Issues were formed by the parties' pleadings, and on July 9, 1968, the case was tried to the district court sitting en banc at Marion, upon the parties' stipulation of facts. The district court made findings of fact and concluded the plaintiffs were proper parties to bring the action since they owned real estate within the designated hospital district which was subject to taxation for the support of said district. It further concluded that K.S.A. 80-2178 et seq., as amended, did not unconstitutionally delegate legislative authority and the Hospital District Act did not violate Art. 2, Sec. 1, of the *520 Kansas Constitution and did not violate the due process clause of the Constitution of the United States, and was not ambiguous, arbitrary, capricious or unreasonable, and did not violate Art. 2, Sec. 17 of the Constitution of Kansas. Based upon its conclusions of law, the court denied the injunctive relief prayed for.

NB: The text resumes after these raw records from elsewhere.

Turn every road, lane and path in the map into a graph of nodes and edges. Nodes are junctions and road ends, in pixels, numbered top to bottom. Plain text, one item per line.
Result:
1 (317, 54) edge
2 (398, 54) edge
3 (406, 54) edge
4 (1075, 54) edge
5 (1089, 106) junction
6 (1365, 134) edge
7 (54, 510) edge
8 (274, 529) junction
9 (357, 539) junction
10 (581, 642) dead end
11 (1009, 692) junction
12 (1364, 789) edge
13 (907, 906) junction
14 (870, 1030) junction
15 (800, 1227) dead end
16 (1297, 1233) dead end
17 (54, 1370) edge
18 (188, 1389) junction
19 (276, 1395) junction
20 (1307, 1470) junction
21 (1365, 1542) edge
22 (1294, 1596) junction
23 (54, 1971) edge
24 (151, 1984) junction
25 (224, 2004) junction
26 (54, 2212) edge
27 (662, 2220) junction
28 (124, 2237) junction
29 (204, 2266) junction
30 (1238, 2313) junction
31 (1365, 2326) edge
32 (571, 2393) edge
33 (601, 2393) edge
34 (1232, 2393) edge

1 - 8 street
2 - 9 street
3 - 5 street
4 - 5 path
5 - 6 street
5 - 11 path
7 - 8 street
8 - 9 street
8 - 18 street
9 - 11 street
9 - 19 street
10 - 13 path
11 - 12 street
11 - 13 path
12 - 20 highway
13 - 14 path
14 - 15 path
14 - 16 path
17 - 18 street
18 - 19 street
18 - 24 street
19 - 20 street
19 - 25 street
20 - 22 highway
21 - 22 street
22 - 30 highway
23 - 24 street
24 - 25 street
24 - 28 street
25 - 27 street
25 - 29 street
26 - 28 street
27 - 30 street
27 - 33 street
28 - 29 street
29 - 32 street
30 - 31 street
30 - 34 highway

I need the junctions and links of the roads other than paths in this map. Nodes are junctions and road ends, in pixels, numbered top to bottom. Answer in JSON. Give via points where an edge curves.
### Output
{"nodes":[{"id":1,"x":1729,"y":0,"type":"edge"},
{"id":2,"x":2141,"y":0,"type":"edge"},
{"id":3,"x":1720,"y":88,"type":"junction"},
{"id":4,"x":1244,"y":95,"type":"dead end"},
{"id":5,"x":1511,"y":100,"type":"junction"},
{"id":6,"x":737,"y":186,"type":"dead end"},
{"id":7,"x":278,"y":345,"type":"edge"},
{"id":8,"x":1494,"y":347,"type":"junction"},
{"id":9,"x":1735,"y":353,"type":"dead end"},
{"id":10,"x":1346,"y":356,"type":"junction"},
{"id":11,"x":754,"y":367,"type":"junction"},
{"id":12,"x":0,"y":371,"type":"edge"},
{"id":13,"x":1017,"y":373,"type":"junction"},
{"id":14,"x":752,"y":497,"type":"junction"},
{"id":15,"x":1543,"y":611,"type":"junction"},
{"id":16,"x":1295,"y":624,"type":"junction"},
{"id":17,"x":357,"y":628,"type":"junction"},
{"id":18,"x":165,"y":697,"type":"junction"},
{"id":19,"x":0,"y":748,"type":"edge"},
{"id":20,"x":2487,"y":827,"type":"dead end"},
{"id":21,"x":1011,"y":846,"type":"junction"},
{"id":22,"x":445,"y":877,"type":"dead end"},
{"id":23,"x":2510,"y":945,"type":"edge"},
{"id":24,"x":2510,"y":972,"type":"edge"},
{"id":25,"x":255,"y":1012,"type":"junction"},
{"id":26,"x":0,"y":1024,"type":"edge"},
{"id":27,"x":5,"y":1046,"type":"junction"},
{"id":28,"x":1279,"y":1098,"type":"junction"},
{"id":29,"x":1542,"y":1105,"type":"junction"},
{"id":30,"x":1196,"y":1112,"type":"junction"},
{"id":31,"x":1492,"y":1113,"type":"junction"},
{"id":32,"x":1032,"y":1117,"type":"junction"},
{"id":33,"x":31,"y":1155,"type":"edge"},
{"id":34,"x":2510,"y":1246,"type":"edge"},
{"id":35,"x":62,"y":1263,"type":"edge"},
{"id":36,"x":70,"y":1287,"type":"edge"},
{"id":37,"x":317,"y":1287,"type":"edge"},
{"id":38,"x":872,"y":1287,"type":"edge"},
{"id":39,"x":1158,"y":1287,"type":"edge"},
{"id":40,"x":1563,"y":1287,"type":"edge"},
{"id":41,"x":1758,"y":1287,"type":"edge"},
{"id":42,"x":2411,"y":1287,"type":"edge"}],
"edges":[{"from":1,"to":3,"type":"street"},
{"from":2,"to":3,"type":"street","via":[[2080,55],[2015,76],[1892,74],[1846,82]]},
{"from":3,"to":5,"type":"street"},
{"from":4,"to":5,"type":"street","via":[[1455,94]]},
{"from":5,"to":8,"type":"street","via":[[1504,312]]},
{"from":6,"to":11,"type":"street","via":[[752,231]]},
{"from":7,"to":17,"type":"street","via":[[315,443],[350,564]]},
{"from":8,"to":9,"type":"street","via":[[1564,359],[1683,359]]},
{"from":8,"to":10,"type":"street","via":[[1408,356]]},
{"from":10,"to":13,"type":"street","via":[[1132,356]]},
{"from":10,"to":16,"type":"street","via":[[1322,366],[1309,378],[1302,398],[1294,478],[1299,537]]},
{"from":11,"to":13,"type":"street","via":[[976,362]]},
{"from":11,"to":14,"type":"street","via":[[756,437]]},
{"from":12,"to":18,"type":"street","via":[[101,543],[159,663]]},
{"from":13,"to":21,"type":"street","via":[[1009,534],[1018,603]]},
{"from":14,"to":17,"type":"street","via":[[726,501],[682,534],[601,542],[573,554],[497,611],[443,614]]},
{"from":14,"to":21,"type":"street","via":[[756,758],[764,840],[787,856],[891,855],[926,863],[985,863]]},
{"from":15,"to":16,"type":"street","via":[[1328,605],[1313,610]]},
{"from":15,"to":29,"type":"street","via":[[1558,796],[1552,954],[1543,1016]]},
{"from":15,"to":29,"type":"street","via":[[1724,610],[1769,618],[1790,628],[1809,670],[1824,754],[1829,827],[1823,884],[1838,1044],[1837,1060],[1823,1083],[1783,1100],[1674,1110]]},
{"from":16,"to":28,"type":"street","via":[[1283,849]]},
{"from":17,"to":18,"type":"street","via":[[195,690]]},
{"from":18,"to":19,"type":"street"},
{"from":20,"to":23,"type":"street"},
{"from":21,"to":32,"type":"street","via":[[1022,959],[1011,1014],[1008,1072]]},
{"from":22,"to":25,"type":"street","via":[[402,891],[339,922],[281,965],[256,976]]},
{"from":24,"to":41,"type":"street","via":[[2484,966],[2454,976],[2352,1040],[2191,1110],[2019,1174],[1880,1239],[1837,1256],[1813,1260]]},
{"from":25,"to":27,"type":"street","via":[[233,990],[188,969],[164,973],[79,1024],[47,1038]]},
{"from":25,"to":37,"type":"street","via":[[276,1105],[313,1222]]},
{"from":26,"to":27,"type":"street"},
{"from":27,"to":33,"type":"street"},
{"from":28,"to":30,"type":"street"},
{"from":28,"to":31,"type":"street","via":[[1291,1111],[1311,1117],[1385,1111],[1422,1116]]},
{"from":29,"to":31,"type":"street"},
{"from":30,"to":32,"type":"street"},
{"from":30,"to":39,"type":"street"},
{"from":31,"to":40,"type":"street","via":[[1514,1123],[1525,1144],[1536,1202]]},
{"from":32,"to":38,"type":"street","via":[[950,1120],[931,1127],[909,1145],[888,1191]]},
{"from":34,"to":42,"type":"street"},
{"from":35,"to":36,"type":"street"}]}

Thereafter, both parties duly appealed to this court; the plaintiffs from the court's judgment that Hospital District No. 1, Marion County, was constitutionally organized under the Constitution of Kansas and the Constitution of the United States, and the defendants from the court's order adjudging the plaintiffs' petition stated a cause of action or claim for relief, and that they were proper parties and had legal capacity to maintain the action.

As the issues are here presented, the only question necessary to be decided is whether the plaintiffs were proper parties to attack the legality of the organization of the hospital district. For reasons hereafter stated, we conclude they were not.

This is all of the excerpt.